Comissão organizadora no encerramento do Festal 2018. Foto: Xanda Souza

5. SOCIALIZAR E TROCAR IDEIAS
Como em todo bom festival, o fator humano é superimportante. Desde o pessoal que vive e pensa as artes cênicas, até os aspirantes a atores, diretores, dramaturgos, dançarinos e músicos, passando, é claro, pelos próprios moradores das comunidades, o Festal conta com o desejo de não apenas dar espaço à produção alagoana, mas também de pavimentar o caminho para que novas ideias circulem, que o pensamento comum seja compartilhado e que o interesse nas artes cênicas cresça e floresça. Quem sabe em 2019 não seja plantada a semente para o espetáculo que fará parte da programação em 2020? Ou que surja, nas ruas da Cidade Sorriso ou da Garça Torta, aquele artista que fará a grande diferença num futuro próximo? Pode até dar namoro, casamento e filhos... tudo é possível!

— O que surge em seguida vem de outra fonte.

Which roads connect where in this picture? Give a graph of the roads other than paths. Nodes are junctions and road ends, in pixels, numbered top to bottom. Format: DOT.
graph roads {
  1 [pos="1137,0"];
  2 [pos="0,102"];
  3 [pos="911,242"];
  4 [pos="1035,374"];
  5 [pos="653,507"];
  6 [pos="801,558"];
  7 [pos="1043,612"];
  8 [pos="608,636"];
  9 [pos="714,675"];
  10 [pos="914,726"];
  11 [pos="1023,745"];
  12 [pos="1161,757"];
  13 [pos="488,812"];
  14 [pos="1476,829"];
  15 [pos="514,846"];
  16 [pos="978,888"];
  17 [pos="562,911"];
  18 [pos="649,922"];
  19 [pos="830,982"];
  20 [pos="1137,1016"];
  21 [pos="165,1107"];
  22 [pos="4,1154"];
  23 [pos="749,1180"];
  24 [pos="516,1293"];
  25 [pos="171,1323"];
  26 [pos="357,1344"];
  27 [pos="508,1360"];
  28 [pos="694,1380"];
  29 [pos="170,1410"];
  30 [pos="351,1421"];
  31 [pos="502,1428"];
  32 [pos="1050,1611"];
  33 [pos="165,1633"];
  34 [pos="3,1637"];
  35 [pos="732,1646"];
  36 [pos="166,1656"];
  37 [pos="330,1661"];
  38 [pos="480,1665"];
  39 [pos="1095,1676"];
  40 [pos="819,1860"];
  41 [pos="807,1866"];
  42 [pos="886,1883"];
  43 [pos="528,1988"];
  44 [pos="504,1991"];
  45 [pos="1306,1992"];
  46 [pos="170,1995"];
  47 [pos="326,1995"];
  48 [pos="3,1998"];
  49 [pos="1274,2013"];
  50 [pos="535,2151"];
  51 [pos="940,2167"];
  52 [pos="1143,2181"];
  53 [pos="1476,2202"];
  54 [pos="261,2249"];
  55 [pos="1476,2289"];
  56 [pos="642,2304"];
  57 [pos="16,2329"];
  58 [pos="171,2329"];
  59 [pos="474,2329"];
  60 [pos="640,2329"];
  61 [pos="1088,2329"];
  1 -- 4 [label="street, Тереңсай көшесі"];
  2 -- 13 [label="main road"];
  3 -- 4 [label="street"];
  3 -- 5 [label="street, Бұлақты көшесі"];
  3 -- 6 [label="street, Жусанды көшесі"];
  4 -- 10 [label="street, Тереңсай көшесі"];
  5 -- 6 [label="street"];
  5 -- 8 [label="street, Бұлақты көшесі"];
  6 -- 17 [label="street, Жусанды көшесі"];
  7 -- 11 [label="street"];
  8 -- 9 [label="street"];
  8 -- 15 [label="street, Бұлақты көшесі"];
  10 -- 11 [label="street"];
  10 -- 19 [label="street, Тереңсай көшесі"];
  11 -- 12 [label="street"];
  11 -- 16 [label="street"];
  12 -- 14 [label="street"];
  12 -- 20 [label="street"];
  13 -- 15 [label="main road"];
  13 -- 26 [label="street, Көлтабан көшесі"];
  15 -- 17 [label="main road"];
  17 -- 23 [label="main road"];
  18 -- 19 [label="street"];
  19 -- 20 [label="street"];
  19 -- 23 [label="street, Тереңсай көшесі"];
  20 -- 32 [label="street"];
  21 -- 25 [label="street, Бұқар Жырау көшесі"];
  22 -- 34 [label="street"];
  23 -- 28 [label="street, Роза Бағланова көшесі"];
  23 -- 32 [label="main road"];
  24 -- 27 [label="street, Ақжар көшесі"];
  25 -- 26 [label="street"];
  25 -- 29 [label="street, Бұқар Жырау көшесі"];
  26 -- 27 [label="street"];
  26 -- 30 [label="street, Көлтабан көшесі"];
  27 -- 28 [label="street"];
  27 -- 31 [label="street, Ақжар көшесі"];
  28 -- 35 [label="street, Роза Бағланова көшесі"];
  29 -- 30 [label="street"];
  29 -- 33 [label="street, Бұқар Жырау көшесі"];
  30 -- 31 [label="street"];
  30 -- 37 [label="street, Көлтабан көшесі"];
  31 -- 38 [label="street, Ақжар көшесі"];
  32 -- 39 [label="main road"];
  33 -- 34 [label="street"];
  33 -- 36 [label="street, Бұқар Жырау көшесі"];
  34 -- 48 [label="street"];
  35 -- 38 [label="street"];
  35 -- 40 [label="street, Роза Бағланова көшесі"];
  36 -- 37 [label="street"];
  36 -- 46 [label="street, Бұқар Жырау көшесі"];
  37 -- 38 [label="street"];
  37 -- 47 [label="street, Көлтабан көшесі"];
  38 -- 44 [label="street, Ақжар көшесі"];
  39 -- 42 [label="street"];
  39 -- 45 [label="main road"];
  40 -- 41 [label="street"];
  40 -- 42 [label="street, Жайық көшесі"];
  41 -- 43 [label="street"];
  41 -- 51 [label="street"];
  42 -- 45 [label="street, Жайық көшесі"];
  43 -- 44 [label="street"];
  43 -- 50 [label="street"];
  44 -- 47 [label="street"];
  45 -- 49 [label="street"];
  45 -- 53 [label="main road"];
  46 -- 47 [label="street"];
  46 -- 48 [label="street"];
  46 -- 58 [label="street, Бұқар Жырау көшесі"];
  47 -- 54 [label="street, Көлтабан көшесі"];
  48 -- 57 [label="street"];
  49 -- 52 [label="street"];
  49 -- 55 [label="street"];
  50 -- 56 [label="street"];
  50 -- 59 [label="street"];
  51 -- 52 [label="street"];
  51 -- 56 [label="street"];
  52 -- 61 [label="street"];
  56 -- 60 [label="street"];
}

Diante de todos esses motivos, é hora de preparar o corpo e a alma para nosso 5º Festal. Só lembrando que nestas duas últimas semanas de setembro o festival estará na Cidade Sorriso (Benedito Bentes 2), com a abertura oficial no dia 21 e a oficina de Malabares com Bolinhas rolando de 21 a 29/9; e na Garça Torta, de 24 a 29/9, no Largo do São Pedro. E em outubro ainda tem mais! Confira a programação completa aqui no blog, acompanhe as novidades no nosso Instagram (@festal2019) e salve as datas todas no calendário. Nos vemos Lá!

segunda-feira, 16 de setembro de 2019

Espaços de troca

O Festal é um festival de artes cênicas, mas que busca não se limitar a um evento de apresentações simplesmente. Trata-se de um espaço onde novos laços entre artistas e comunidade são estabelecidos, onde a reflexão sobre o fazer artístico se faz sempre presente. A cada ano, elaboramos momentos de trocas de naturezas variadas, como oficinas, mesas redondas e grupos de trabalho.

Nessa edição 2019, cada comunidade que nos acolherá contará com uma oficina artística. Essas oficinas serão voltadas ao público de jovens e crianças dessas comunidades e servirão de ponto de encontro para criação conjunta e apontar a arte como uma experiência necessária em qualquer sociedade saudável.

Serão cinco oficinas de 15h cada, todas ministras por profissionais locais. Pessoas experientes e sensíveis, disponíveis para trocar seus conhecimentos e gerar potentes experiências criativas.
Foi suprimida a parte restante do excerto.